Mas, além dos números, há outro aprendizado importante.
É inegável que o Grupo Mateus é um fenômeno no Nordeste, antes das críticas, é importante lembrar que tudo o que está acontecendo agora é comum em empresas com forte DNA empreendedor e foco agressivo em crescimento.
Quando o ritmo de expansão é muito rápido, é natural que, em alguns momentos, o crescimento avance mais rápido que os controles internos, o que o Grupo Mateus está fazendo agora é justamente “arrumar a casa”, um processo totalmente normal em grandes organizações que escalam em alta velocidade.

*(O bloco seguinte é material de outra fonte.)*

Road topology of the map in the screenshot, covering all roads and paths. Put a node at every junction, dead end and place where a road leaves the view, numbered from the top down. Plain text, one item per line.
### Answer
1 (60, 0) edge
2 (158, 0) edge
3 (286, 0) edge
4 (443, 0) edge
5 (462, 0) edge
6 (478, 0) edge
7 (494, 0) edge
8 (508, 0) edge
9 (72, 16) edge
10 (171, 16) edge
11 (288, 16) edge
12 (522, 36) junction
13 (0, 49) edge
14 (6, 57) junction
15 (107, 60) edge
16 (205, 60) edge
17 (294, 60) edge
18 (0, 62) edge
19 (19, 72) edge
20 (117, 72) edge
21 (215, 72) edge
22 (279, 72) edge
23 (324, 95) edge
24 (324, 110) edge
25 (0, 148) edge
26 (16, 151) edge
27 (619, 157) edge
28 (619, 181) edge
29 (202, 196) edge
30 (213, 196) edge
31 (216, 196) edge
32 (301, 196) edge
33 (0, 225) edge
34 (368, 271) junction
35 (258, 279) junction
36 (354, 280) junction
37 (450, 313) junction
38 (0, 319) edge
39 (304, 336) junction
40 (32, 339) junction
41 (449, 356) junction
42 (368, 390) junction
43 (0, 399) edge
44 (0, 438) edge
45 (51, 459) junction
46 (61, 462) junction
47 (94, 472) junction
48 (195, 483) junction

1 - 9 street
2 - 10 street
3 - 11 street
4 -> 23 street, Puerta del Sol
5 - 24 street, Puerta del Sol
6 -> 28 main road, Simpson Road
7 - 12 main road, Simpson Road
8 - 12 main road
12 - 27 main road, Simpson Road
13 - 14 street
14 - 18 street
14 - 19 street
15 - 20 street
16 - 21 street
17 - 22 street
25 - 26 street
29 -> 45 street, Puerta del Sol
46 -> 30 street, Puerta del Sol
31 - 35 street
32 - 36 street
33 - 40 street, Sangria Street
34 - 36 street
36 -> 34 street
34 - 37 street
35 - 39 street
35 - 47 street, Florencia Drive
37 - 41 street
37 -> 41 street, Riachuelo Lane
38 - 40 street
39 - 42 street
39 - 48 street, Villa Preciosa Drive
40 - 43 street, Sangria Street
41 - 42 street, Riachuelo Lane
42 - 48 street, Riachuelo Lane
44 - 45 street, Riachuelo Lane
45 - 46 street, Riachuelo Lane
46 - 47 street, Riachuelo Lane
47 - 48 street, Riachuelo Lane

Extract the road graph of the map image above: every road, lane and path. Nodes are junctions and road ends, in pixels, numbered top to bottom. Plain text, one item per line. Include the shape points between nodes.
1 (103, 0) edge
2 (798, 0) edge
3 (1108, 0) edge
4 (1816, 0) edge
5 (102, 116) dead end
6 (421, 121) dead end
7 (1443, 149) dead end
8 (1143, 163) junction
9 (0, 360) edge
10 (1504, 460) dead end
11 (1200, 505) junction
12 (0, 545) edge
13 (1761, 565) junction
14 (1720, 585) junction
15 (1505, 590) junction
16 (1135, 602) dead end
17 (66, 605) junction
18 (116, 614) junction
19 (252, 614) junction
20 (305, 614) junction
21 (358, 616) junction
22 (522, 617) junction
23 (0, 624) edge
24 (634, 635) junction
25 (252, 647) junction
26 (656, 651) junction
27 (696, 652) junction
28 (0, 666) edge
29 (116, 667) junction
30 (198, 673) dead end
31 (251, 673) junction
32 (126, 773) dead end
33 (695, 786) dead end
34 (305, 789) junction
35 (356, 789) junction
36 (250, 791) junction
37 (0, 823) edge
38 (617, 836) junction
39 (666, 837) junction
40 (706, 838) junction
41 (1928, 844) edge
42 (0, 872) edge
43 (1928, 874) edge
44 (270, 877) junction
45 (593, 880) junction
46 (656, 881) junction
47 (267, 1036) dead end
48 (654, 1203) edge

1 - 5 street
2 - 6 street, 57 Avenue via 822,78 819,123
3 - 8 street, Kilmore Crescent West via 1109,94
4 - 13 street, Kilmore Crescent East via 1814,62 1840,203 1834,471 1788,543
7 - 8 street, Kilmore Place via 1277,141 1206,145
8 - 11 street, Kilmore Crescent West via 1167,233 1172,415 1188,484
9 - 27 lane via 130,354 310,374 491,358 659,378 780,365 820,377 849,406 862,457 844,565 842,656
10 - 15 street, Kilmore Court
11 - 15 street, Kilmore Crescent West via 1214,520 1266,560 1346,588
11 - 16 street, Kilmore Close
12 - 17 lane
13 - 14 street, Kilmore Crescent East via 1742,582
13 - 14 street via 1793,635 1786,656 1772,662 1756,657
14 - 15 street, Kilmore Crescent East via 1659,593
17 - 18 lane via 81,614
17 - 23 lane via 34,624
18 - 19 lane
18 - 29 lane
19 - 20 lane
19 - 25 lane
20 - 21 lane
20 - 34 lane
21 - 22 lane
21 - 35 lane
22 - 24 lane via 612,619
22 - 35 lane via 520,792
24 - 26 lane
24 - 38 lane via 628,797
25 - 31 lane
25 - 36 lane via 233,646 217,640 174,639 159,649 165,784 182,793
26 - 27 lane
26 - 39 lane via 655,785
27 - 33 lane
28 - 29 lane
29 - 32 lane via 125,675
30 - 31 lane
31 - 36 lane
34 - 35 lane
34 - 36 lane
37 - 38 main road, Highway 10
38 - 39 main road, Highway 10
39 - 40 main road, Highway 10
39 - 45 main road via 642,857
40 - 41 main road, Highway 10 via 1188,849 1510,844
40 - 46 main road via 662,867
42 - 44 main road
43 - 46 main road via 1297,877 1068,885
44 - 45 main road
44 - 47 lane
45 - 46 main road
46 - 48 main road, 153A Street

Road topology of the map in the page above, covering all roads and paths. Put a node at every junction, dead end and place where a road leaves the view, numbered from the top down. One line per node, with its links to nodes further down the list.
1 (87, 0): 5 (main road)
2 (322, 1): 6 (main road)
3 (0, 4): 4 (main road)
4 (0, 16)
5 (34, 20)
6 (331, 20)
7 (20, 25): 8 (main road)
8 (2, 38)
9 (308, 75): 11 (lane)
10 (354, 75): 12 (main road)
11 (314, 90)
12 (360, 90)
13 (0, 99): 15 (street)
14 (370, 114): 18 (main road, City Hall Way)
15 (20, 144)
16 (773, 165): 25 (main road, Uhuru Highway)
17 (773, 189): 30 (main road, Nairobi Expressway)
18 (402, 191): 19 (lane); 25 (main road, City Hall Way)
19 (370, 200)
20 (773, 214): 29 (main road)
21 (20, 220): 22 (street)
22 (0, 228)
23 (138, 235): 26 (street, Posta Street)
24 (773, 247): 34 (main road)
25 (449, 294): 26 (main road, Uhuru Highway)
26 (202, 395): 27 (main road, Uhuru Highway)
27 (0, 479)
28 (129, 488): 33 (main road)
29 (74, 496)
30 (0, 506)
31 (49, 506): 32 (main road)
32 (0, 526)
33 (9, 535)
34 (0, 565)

A grande lição que fica é a capacidade de reagir rápido, poderiam ter feito esses ajustes em 2021, sim, mas cada empresa tem seu momento de maturidade, e os decisores provavelmente entenderam que agora era o ponto ideal para enfrentar essa revisão de forma mais sólida e estruturada.
Crescer é desafiador, crescer rápido é ainda mais, e corrigir rotas faz parte da jornada de qualquer empresa que deseja continuar evoluindo.
O caso reforça que controles internos não travam o crescimento, eles sustentam o crescimento, e que revisar processos não é sinal de fraqueza, mas de profissionalismo.